Which lines below contain the word "Grove"? Copy each of them.

★ ★ ★ ★

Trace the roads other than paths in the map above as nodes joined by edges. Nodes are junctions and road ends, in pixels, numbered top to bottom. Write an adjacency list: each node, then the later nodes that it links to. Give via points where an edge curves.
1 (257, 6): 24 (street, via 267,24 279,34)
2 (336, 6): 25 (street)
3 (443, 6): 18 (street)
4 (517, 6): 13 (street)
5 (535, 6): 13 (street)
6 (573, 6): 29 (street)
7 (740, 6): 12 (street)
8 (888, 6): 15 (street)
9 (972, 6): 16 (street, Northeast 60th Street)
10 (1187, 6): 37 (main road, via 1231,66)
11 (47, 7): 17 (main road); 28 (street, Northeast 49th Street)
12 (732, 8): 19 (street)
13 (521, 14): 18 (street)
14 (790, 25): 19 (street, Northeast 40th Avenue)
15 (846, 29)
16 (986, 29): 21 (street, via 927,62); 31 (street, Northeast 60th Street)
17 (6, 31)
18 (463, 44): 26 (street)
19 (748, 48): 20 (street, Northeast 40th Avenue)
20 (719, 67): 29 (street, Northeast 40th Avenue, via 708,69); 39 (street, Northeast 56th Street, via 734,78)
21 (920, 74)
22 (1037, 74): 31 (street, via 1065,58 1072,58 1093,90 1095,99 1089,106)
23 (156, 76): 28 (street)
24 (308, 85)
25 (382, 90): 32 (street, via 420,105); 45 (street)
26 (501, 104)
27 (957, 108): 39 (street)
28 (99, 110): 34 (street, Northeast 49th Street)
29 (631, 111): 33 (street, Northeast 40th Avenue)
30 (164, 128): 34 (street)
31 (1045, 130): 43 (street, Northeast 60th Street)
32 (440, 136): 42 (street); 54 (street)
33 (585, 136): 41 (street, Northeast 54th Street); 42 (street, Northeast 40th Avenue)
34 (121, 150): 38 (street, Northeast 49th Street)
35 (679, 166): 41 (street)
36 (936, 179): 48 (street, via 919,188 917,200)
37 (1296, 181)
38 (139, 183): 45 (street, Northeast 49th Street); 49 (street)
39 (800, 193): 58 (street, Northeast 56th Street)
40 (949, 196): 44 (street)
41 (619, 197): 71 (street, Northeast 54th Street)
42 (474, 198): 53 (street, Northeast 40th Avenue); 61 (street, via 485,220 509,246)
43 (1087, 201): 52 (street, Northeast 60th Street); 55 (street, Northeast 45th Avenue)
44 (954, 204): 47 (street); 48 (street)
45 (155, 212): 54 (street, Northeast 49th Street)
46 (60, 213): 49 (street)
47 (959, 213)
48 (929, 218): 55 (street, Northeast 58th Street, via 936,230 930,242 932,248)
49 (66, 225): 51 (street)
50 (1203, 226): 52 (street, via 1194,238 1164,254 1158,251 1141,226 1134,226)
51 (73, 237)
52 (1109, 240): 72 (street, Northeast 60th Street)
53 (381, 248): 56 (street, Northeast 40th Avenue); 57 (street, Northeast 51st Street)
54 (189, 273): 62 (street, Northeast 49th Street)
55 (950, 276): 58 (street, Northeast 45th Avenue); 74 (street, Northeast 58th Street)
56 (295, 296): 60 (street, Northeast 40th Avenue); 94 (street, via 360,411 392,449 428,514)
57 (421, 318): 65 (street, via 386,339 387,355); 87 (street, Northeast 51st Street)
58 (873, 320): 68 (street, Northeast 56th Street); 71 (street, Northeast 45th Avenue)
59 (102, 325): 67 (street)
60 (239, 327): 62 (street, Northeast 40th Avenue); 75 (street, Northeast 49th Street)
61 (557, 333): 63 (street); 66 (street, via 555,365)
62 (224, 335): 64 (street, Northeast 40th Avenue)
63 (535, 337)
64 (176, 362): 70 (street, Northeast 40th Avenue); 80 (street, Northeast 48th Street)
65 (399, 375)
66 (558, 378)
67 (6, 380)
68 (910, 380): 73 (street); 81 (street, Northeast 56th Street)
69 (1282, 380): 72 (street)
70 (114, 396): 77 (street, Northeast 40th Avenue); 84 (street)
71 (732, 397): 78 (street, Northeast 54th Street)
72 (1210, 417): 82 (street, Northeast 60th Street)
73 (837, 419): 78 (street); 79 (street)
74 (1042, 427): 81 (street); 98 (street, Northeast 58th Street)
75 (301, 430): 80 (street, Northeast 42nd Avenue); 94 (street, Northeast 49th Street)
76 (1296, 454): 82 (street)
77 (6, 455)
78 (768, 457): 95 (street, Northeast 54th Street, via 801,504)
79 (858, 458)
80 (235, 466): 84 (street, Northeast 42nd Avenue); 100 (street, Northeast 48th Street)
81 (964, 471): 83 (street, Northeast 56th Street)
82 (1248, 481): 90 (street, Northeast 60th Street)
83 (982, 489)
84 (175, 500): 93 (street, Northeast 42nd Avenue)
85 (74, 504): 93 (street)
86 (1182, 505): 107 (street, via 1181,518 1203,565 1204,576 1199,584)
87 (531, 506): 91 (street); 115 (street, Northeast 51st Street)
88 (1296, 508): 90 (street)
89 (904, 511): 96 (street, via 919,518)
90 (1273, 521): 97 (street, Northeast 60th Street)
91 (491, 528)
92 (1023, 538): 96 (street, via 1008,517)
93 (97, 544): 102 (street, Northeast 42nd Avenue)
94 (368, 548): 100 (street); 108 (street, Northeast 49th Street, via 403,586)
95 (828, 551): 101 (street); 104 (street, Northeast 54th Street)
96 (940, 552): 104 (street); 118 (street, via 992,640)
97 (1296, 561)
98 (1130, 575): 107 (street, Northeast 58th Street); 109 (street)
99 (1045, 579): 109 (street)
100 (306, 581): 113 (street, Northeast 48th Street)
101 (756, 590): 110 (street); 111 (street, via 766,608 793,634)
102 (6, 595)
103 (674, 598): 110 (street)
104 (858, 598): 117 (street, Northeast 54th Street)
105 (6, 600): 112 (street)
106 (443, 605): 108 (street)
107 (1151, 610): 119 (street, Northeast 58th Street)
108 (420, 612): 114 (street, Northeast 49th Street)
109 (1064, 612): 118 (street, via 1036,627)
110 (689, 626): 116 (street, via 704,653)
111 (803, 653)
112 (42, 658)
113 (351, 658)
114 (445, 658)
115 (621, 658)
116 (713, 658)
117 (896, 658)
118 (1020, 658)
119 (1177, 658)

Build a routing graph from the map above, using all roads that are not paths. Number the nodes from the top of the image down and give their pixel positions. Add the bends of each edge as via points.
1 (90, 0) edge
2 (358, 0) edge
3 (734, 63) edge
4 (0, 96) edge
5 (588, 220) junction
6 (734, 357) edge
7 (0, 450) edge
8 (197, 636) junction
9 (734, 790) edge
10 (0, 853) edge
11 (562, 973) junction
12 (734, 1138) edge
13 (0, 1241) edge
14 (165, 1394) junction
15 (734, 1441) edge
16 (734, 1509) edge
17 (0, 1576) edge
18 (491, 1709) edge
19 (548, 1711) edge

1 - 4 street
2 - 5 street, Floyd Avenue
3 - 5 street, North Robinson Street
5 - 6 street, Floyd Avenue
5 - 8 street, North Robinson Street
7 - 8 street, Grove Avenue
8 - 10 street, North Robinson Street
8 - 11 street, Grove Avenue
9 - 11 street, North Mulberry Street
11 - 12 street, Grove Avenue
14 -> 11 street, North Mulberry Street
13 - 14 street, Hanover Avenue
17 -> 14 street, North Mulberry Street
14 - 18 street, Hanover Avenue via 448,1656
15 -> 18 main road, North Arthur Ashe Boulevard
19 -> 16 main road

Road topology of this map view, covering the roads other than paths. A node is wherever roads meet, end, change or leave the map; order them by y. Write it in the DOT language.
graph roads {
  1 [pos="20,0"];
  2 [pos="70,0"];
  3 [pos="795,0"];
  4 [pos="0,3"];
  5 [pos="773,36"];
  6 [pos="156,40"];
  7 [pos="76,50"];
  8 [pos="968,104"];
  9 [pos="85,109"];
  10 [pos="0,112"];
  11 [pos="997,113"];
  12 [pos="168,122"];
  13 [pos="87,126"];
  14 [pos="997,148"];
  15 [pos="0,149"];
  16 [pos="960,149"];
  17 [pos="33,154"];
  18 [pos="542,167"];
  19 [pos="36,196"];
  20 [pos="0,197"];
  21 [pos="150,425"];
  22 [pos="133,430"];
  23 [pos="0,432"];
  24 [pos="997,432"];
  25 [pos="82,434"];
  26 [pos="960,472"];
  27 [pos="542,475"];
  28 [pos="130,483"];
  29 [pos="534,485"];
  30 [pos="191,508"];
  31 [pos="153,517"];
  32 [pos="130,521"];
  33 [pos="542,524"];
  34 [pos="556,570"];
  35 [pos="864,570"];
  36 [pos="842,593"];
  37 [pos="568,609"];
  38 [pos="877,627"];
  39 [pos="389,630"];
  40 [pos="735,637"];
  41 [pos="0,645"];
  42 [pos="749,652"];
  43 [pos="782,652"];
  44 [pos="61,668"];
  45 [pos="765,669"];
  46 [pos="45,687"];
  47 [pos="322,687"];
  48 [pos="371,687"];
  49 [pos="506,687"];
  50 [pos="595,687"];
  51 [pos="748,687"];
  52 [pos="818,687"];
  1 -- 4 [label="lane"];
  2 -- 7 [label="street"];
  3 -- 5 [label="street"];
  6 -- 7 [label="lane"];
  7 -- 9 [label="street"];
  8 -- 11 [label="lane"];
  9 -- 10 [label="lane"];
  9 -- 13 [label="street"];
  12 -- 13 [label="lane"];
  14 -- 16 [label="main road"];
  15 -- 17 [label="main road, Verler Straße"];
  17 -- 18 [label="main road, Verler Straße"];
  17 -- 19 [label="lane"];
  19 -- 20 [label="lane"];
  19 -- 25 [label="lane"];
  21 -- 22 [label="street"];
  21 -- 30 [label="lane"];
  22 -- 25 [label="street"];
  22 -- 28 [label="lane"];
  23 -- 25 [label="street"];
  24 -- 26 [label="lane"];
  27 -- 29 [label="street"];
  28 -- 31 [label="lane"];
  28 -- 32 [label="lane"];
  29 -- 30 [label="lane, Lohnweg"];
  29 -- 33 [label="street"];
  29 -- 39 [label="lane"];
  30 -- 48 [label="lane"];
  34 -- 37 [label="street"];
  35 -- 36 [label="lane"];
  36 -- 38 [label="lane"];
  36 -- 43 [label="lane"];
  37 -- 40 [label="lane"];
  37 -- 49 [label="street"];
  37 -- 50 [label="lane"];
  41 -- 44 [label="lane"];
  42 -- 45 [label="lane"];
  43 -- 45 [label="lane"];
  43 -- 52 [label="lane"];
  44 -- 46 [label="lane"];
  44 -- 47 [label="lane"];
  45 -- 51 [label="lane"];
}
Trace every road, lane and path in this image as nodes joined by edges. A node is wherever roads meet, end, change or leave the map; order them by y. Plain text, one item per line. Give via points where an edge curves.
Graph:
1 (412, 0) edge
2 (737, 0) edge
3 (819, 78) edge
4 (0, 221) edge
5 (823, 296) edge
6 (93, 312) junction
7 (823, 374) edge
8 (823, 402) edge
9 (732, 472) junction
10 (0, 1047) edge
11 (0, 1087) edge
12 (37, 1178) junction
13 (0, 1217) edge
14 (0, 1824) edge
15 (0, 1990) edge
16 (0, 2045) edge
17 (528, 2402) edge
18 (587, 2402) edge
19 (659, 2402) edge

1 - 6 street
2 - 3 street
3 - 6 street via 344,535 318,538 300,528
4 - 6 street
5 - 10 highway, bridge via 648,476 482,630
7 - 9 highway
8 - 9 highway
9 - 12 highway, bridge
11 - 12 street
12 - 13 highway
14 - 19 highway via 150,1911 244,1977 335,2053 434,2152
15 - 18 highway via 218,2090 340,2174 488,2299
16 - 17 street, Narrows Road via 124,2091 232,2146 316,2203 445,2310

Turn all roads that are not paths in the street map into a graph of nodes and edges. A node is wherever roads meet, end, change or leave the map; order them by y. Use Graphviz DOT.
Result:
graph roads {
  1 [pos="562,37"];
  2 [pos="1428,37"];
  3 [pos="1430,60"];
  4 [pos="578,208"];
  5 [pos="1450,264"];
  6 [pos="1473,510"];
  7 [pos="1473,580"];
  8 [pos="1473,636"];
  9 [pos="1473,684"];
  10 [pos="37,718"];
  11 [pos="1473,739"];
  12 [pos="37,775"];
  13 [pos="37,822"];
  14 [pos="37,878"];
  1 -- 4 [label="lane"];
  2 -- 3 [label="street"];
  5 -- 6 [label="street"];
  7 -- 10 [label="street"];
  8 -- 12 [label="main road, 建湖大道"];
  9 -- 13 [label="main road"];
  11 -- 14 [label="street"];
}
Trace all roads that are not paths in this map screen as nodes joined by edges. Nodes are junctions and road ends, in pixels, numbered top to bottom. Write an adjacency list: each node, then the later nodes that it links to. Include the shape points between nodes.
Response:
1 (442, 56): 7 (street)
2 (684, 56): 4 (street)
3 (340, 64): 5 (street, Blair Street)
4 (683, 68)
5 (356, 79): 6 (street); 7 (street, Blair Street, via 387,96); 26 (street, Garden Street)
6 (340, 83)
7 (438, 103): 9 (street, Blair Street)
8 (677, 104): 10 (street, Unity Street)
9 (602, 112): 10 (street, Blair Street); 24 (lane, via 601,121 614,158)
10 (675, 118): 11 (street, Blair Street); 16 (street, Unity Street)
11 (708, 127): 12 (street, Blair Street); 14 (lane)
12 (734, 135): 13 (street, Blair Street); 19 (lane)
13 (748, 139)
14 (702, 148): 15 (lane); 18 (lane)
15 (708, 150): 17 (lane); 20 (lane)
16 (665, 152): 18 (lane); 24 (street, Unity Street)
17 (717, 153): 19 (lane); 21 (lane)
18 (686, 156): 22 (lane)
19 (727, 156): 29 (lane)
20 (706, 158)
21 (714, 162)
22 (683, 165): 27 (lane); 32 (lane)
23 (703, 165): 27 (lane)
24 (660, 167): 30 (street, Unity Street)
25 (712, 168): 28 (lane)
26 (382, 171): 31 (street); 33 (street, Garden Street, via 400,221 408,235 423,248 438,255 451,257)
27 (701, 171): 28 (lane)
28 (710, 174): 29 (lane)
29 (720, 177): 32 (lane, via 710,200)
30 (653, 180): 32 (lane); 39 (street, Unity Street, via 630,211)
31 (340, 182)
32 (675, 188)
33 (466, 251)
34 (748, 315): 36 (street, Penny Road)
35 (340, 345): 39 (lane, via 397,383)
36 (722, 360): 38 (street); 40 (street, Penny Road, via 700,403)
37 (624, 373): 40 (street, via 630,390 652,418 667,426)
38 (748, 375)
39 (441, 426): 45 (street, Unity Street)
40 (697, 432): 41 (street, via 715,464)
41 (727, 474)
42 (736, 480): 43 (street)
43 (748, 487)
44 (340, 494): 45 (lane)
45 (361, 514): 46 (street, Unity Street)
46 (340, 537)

★ ★ ★ ★

## [RESPONSE TO THE TASK]
7 - 8 street, Grove Avenue
8 - 11 street, Grove Avenue
11 - 12 street, Grove Avenue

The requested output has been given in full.